WHAT YOU WILL DO – Every line in the records below between the one holding "ring pip: (876, 718)" and the one holding "thumb tip: (1081, 679)", inclusive, is to be set down exactly; all other lines are to be left out.

(Dataset entries)
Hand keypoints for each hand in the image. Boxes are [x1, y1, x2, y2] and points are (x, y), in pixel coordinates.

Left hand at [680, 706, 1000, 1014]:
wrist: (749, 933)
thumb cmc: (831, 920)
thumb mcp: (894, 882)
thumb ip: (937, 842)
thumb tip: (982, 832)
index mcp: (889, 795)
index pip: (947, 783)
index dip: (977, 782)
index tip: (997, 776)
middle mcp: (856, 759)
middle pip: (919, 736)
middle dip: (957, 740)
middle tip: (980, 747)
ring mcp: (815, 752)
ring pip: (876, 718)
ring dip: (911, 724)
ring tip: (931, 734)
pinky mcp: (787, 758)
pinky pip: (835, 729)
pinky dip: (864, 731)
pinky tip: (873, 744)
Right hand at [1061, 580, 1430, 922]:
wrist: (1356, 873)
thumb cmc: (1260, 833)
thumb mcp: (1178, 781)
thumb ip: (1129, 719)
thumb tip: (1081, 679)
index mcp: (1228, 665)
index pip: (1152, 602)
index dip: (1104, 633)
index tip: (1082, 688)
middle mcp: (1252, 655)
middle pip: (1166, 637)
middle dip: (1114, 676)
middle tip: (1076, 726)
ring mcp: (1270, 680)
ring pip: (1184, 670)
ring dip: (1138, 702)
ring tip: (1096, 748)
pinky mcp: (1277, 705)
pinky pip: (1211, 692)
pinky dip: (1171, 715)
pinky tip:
* * *
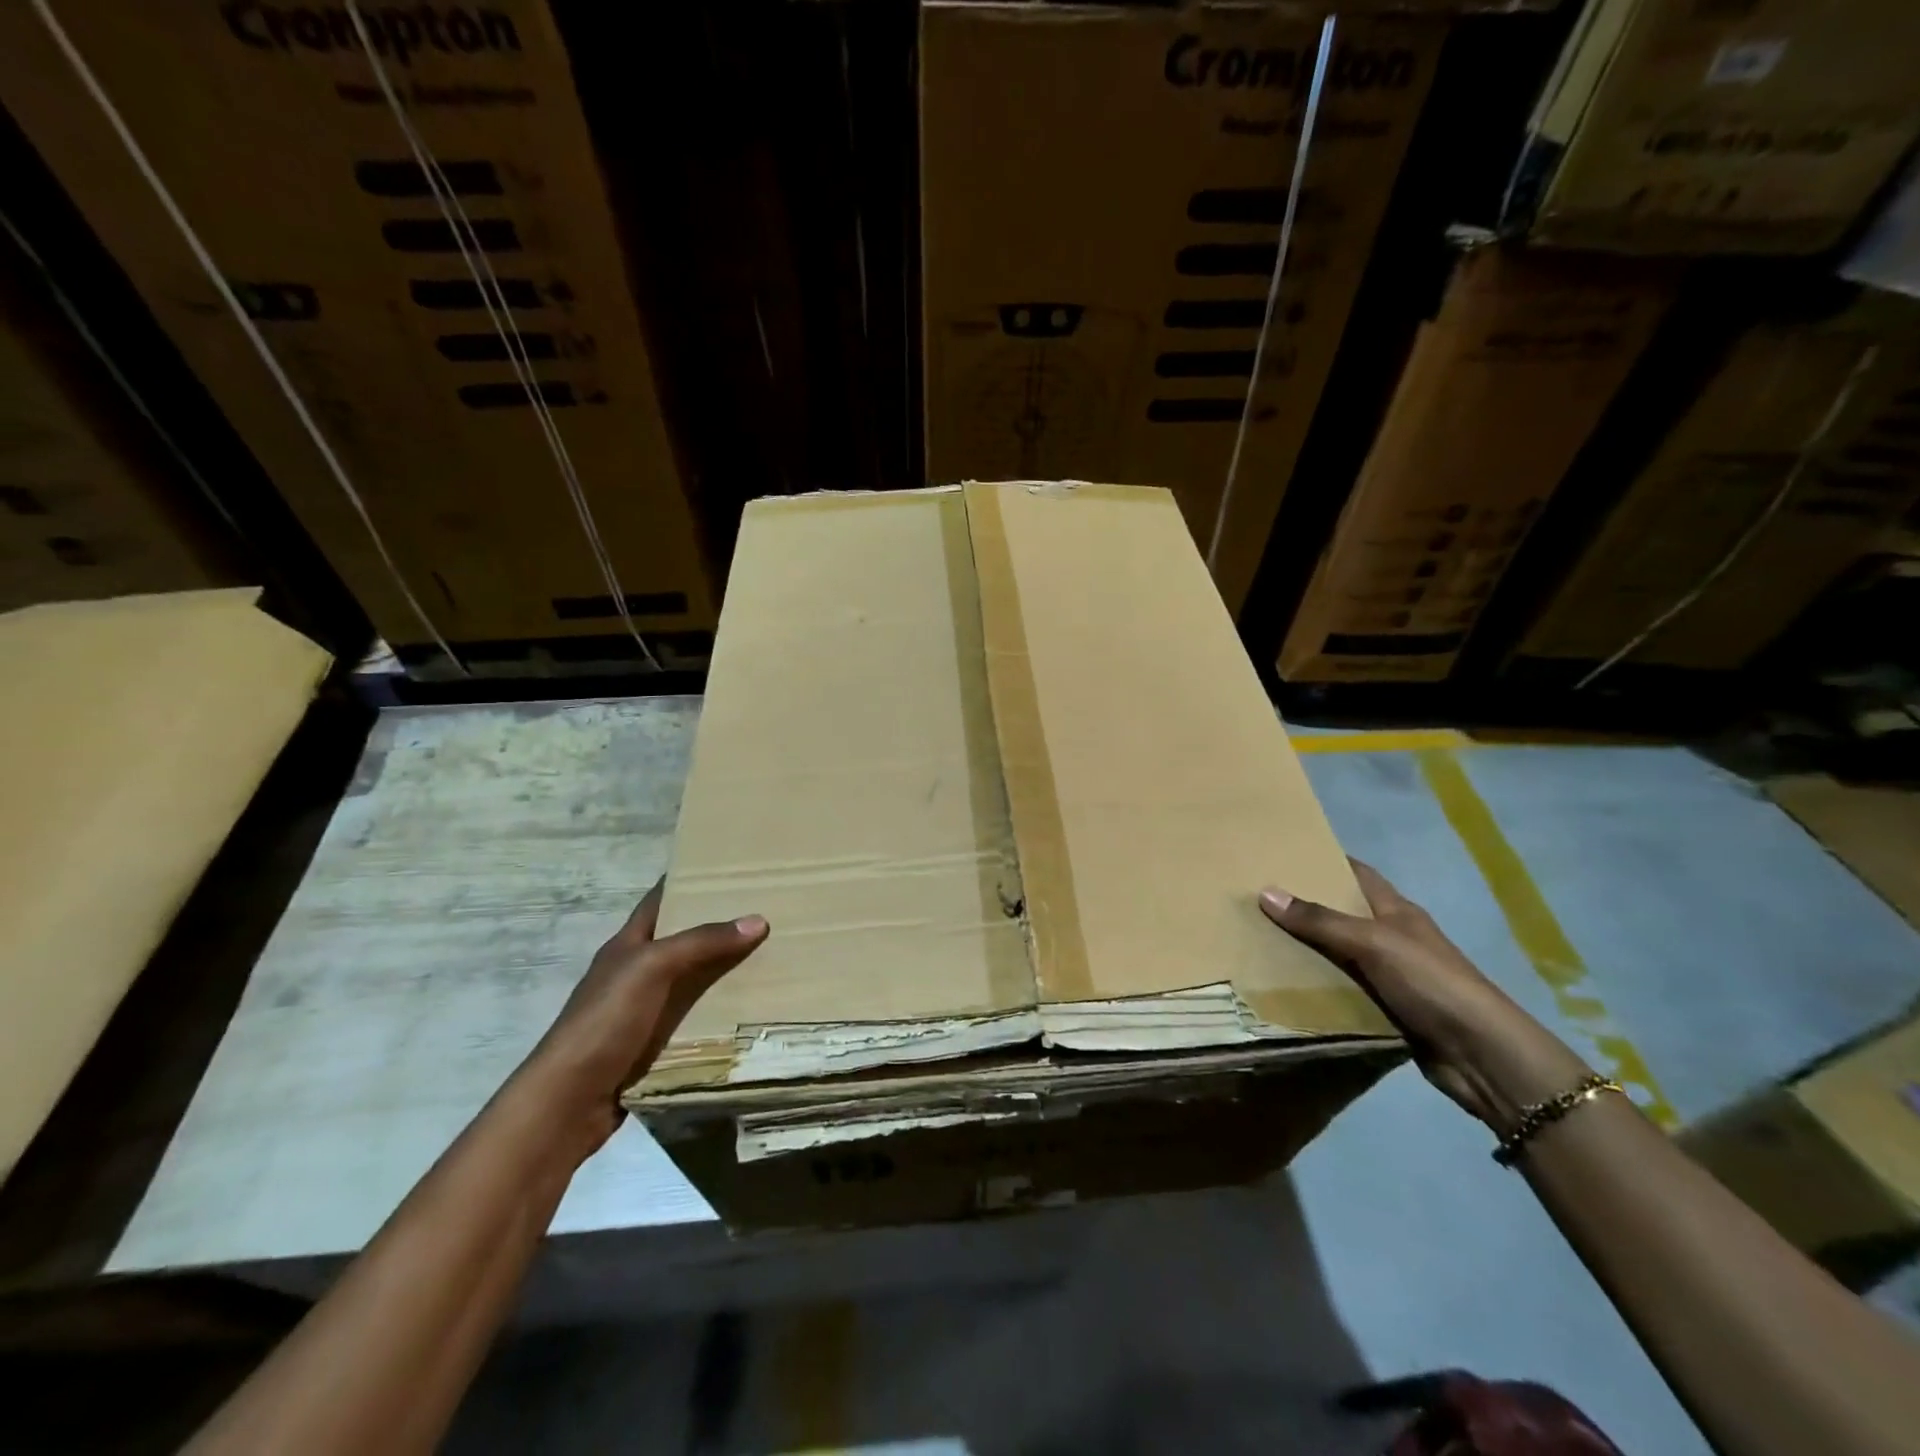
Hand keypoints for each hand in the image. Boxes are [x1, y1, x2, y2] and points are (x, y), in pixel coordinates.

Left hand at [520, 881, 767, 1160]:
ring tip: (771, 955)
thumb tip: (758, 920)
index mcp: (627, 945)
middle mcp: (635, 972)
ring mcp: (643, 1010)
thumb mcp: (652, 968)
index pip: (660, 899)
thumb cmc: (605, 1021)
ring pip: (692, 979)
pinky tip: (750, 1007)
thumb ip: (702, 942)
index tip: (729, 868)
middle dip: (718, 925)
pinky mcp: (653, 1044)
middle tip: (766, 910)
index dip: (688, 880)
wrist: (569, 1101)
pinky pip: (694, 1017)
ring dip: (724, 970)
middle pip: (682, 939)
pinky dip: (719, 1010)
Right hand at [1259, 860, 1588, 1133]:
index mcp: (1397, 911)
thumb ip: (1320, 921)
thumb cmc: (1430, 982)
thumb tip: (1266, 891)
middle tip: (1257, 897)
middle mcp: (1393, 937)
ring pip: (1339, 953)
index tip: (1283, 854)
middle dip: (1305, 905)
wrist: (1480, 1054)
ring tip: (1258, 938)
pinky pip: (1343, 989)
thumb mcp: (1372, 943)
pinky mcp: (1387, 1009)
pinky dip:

PROBLEM SOLUTION –
ring pip: (876, 718)
ring dip: (911, 724)
ring tip: (931, 734)
pinky mcp: (787, 758)
pinky pip: (835, 729)
pinky dip: (864, 731)
pinky tip: (873, 744)
Right hand at [1061, 580, 1430, 922]:
wrist: (1356, 873)
thumb cmc: (1260, 833)
thumb mcp: (1178, 781)
thumb ip: (1129, 719)
thumb tip: (1081, 679)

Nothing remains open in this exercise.